[Given information Boundary: Start]
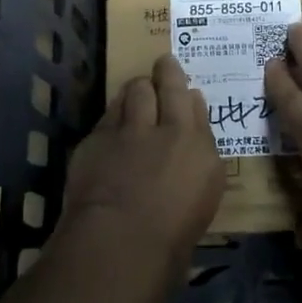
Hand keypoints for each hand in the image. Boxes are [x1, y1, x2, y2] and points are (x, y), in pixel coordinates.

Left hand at [62, 54, 224, 259]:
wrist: (123, 237)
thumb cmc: (174, 232)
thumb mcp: (205, 195)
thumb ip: (201, 157)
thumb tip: (194, 139)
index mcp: (198, 145)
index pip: (194, 106)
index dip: (187, 92)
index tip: (186, 88)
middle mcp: (166, 128)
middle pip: (165, 87)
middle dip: (165, 73)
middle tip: (163, 64)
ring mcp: (128, 130)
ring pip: (134, 92)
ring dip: (137, 88)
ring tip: (137, 88)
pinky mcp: (96, 139)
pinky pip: (108, 116)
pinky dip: (114, 114)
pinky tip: (113, 122)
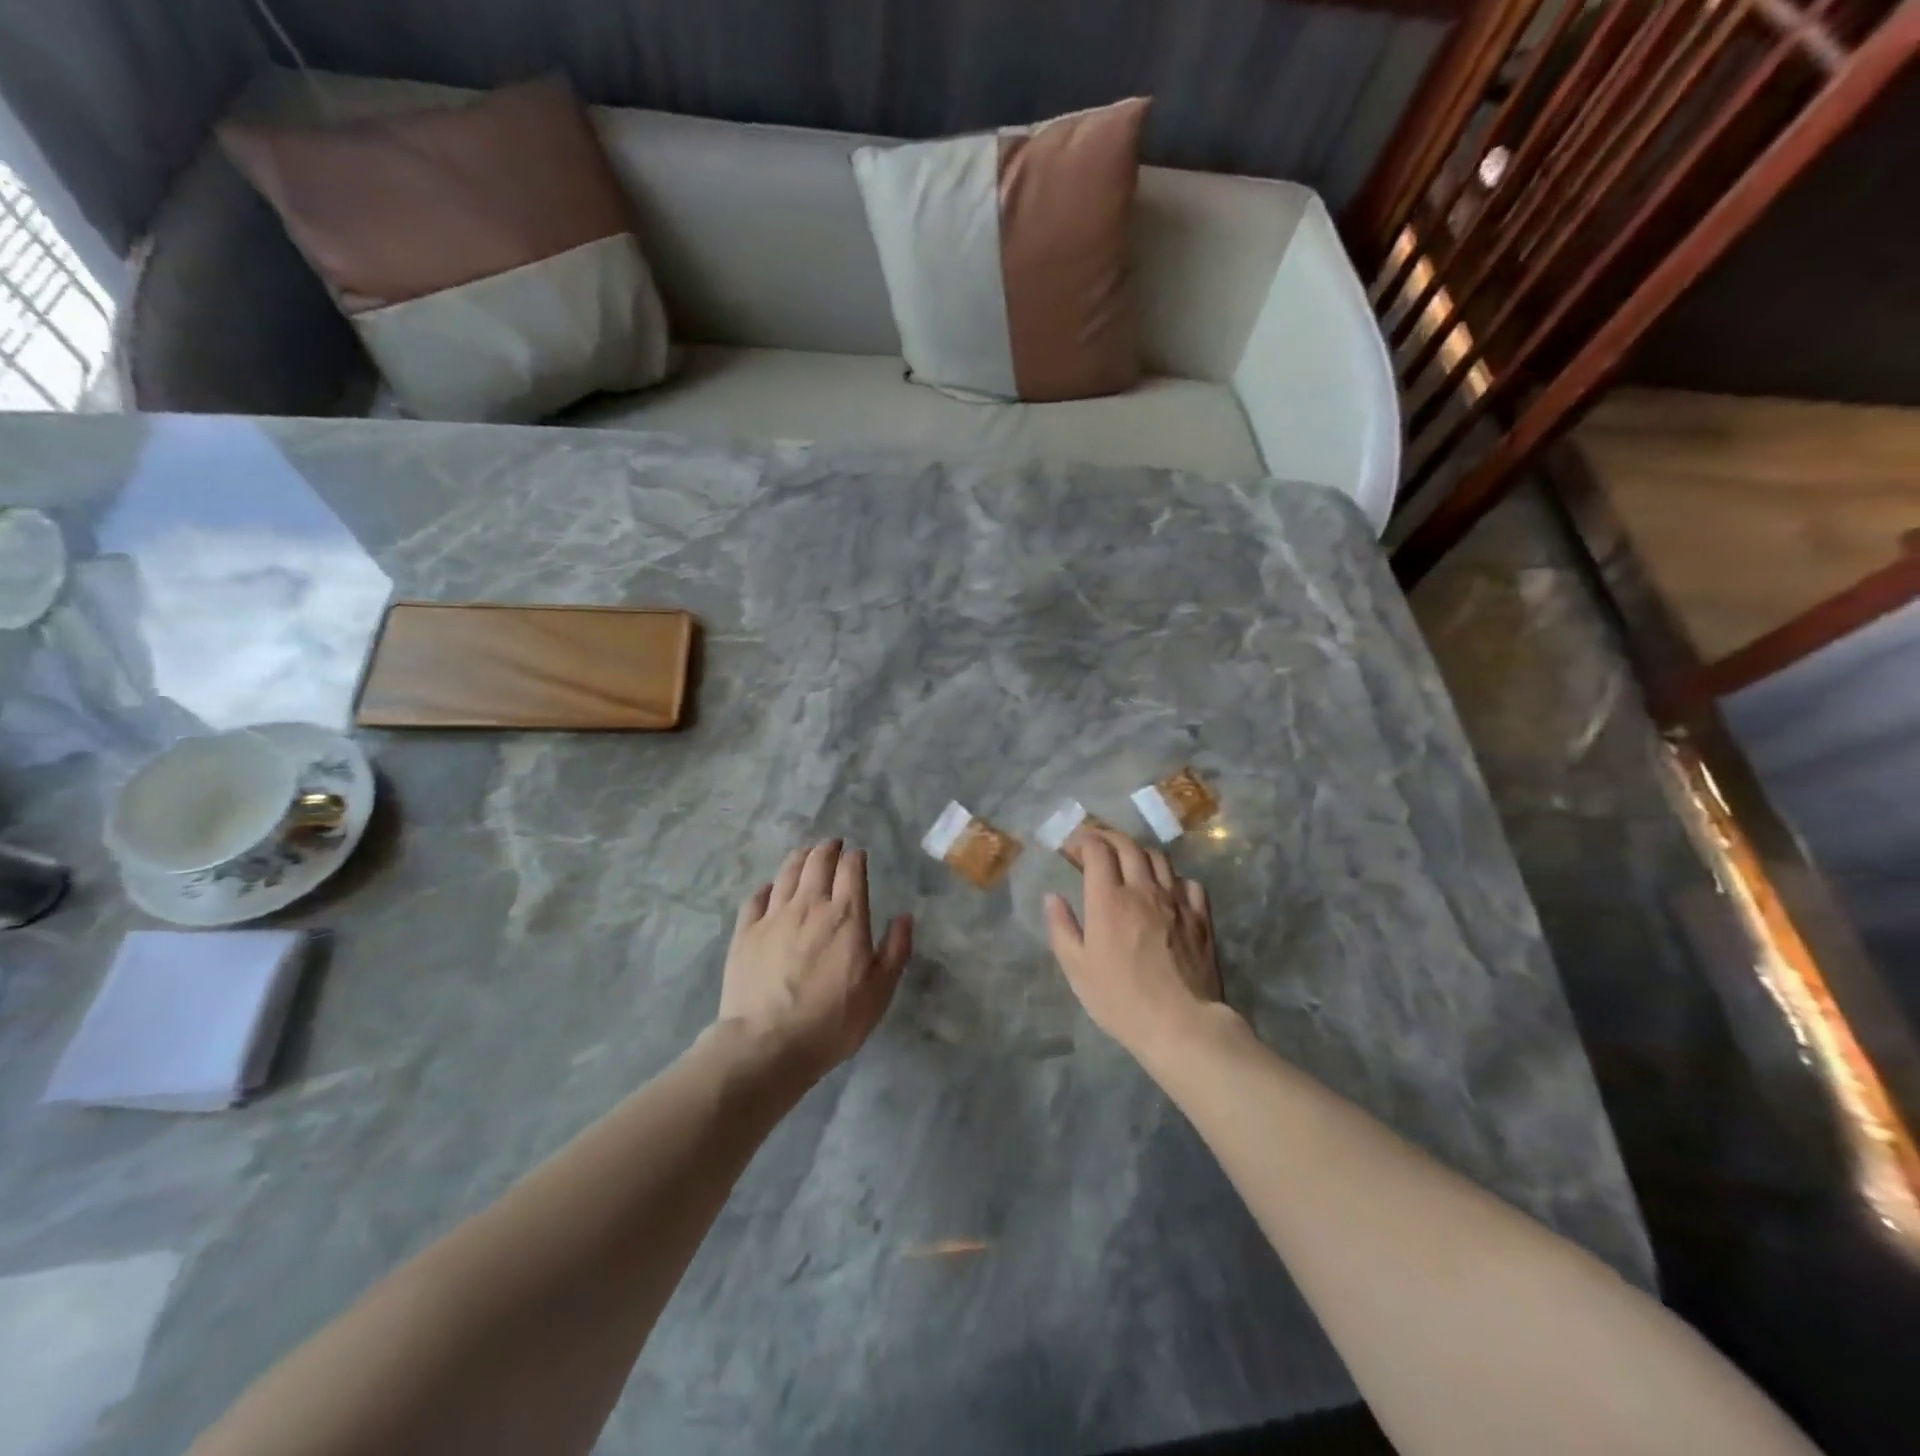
[Given information Boundary: End]
### What you will do
Nothing but a number is wanted here: please count the lines in the entries above that include the word "middle".

### Result for this task
4